◆ Directions for this task ◆
What is needed is an exact transcription of the listing, with the images removed.

◆ Data shown ◆
# # # # #
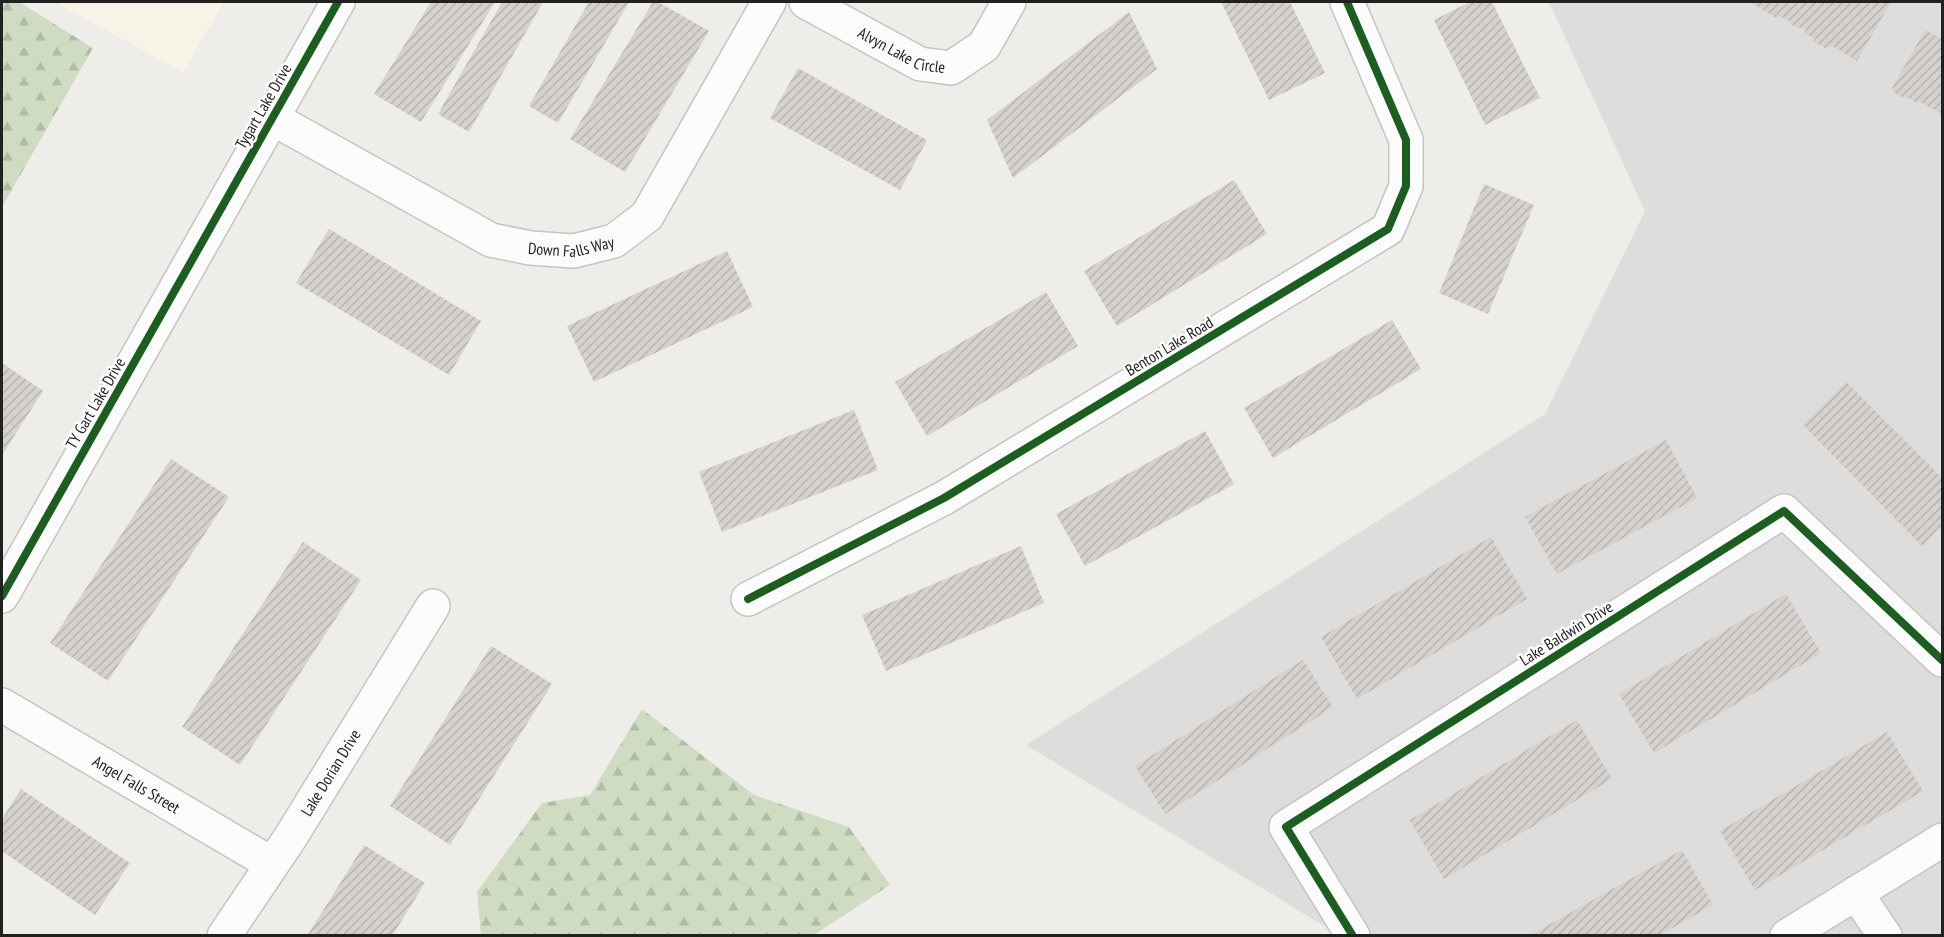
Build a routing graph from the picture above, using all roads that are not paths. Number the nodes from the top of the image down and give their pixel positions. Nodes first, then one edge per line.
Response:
1 (338, 2) edge
2 (769, 2) edge
3 (807, 2) edge
4 (1009, 2) edge
5 (1347, 2) edge
6 (272, 118) junction
7 (212, 224) joint
8 (2, 596) edge
9 (748, 599) dead end
10 (433, 606) dead end
11 (1942, 660) edge
12 (2, 705) edge
13 (1942, 840) edge
14 (272, 864) junction
15 (1856, 893) junction
16 (224, 936) edge
17 (1353, 936) edge
18 (1787, 936) edge
19 (1885, 936) edge

1 - 6 street, Tygart Lake Drive
2 - 6 street, Down Falls Way
3 - 4 street, Alvyn Lake Circle
5 - 9 street, Benton Lake Road
6 - 7 street, Tygart Lake Drive
7 - 8 street, TY Gart Lake Drive
10 - 14 street, Lake Dorian Drive
11 - 17 street, Lake Baldwin Drive
12 - 14 street, Angel Falls Street
13 - 15 street
14 - 16 street, Lake Dorian Drive
15 - 18 street
15 - 19 street

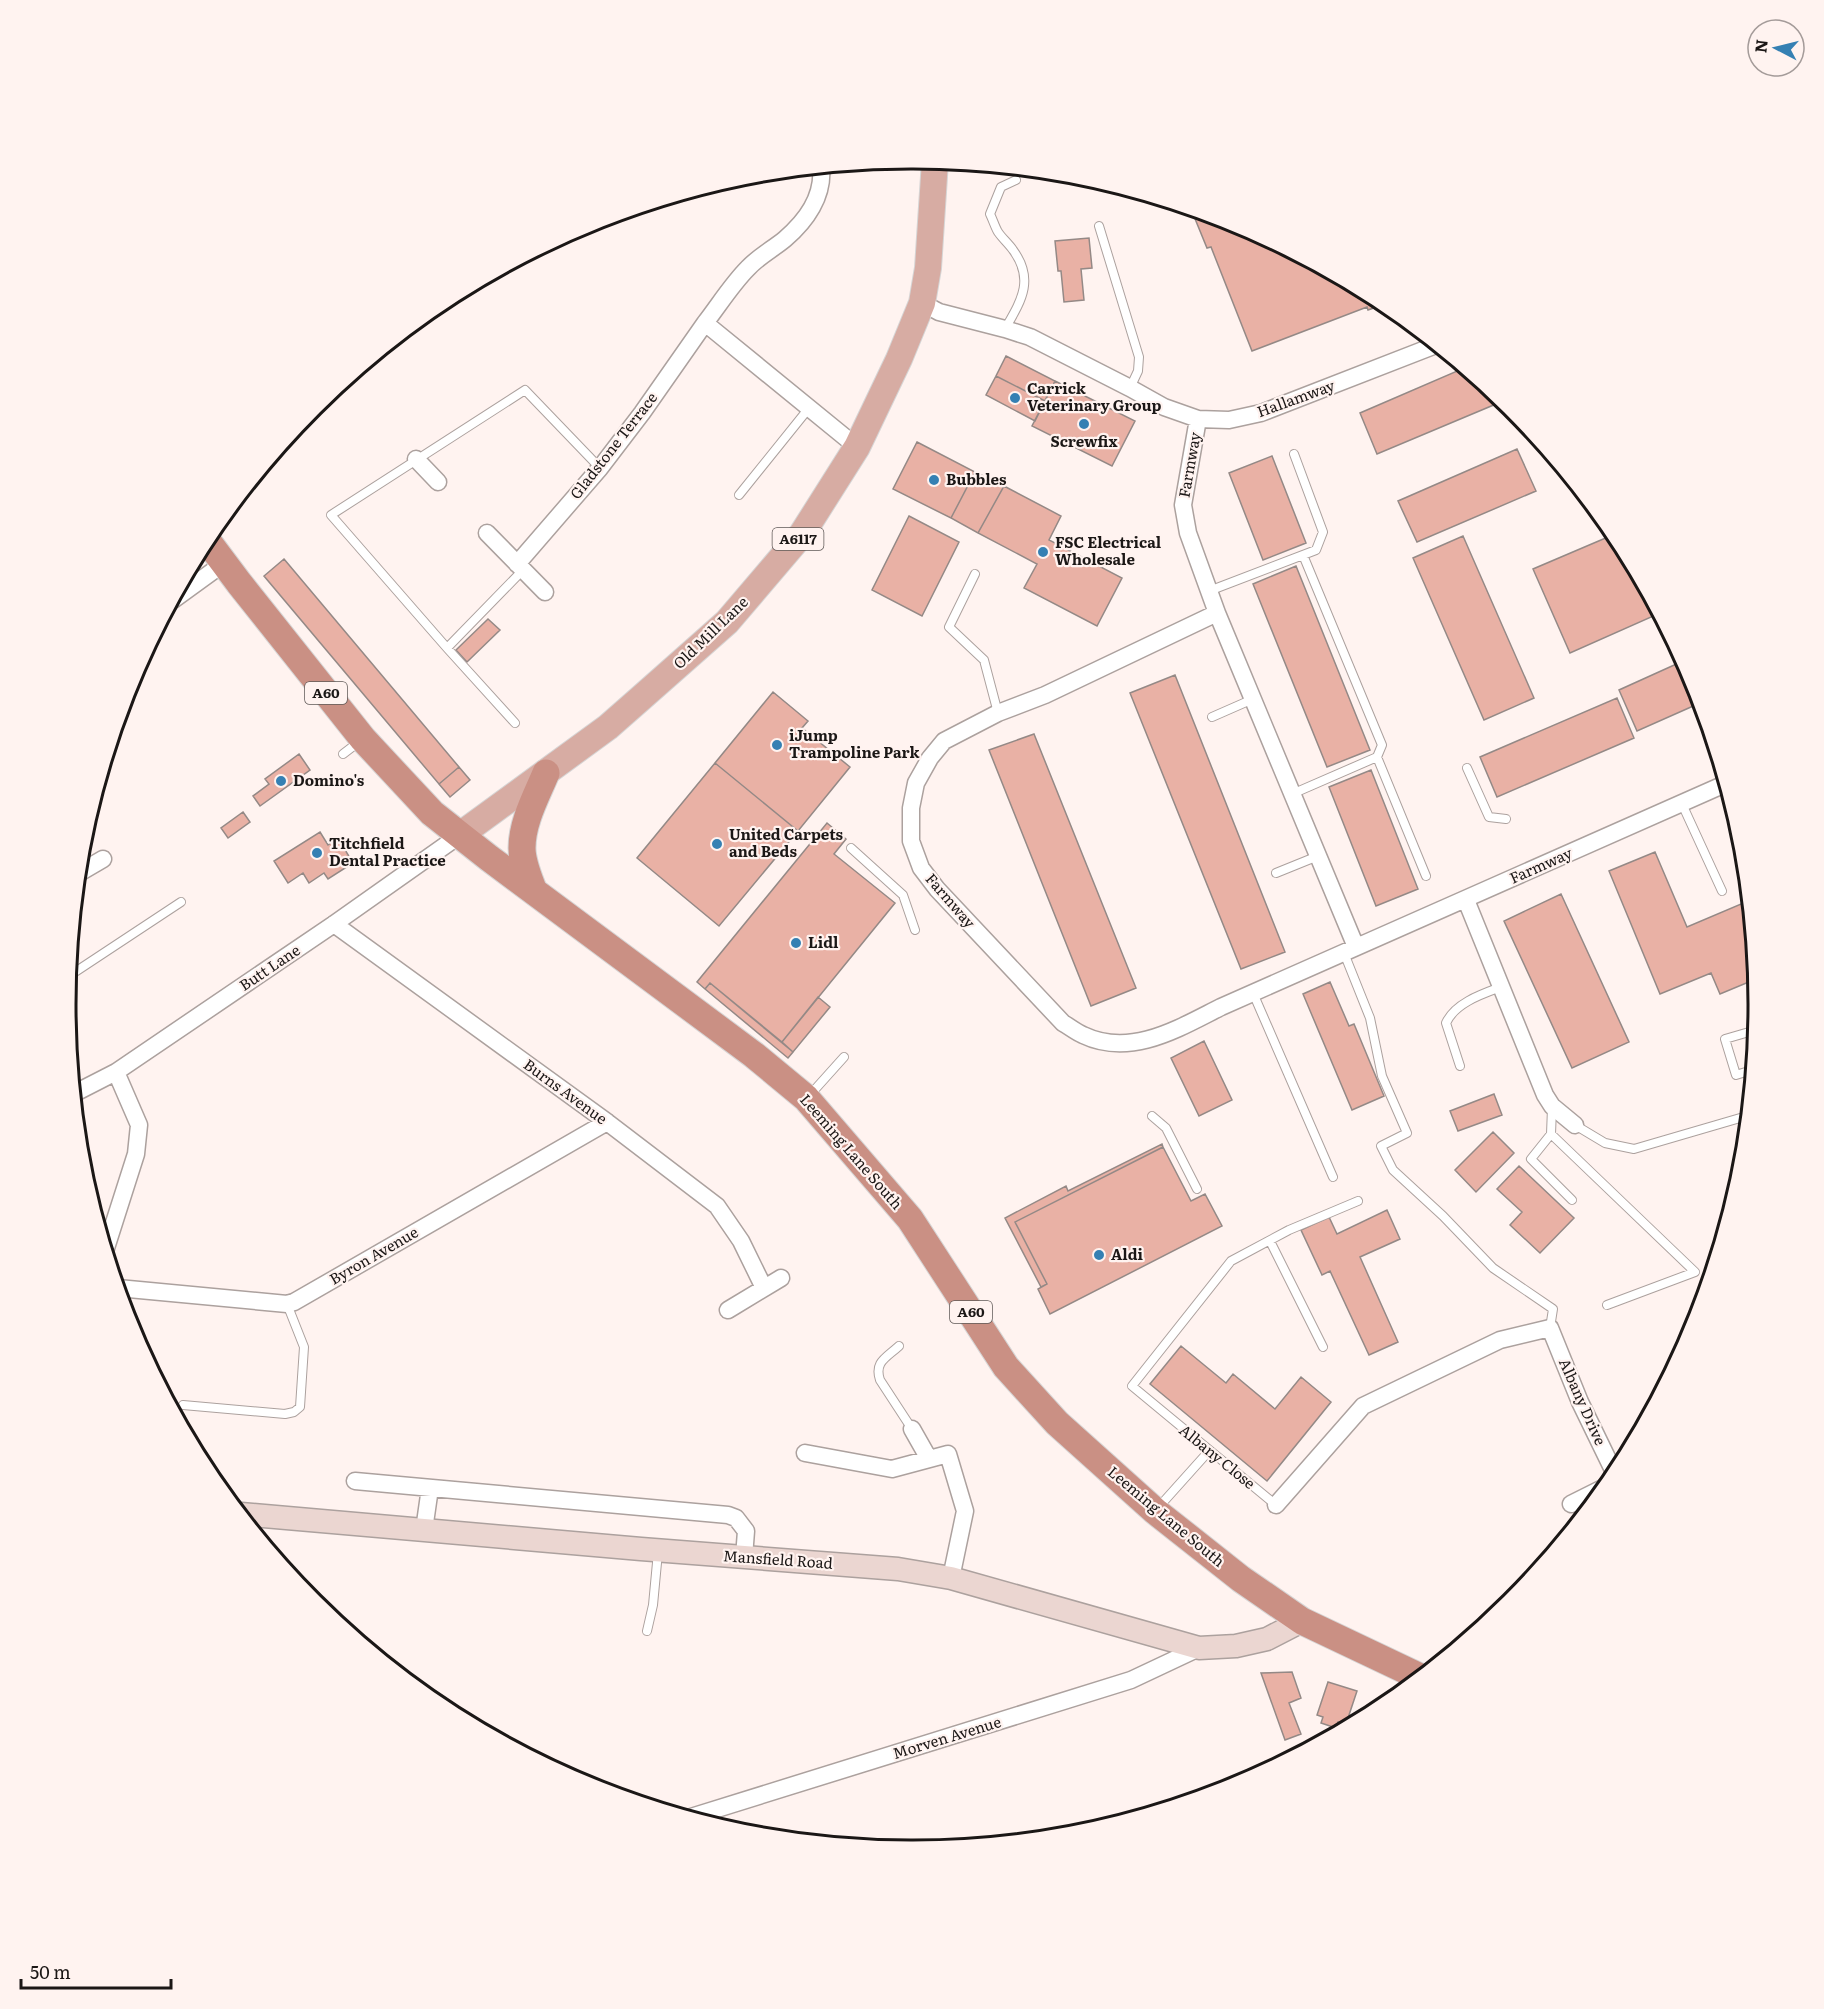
# # # # #
◆ Written solution ◆
Build a routing graph from the picture above, using all roads that are not paths. Number the nodes from the top of the image down and give their pixel positions. Nodes first, then one edge per line.
Response:
1 (338, 2) edge
2 (769, 2) edge
3 (807, 2) edge
4 (1009, 2) edge
5 (1347, 2) edge
6 (272, 118) junction
7 (212, 224) joint
8 (2, 596) edge
9 (748, 599) dead end
10 (433, 606) dead end
11 (1942, 660) edge
12 (2, 705) edge
13 (1942, 840) edge
14 (272, 864) junction
15 (1856, 893) junction
16 (224, 936) edge
17 (1353, 936) edge
18 (1787, 936) edge
19 (1885, 936) edge

1 - 6 street, Tygart Lake Drive
2 - 6 street, Down Falls Way
3 - 4 street, Alvyn Lake Circle
5 - 9 street, Benton Lake Road
6 - 7 street, Tygart Lake Drive
7 - 8 street, TY Gart Lake Drive
10 - 14 street, Lake Dorian Drive
11 - 17 street, Lake Baldwin Drive
12 - 14 street, Angel Falls Street
13 - 15 street
14 - 16 street, Lake Dorian Drive
15 - 18 street
15 - 19 street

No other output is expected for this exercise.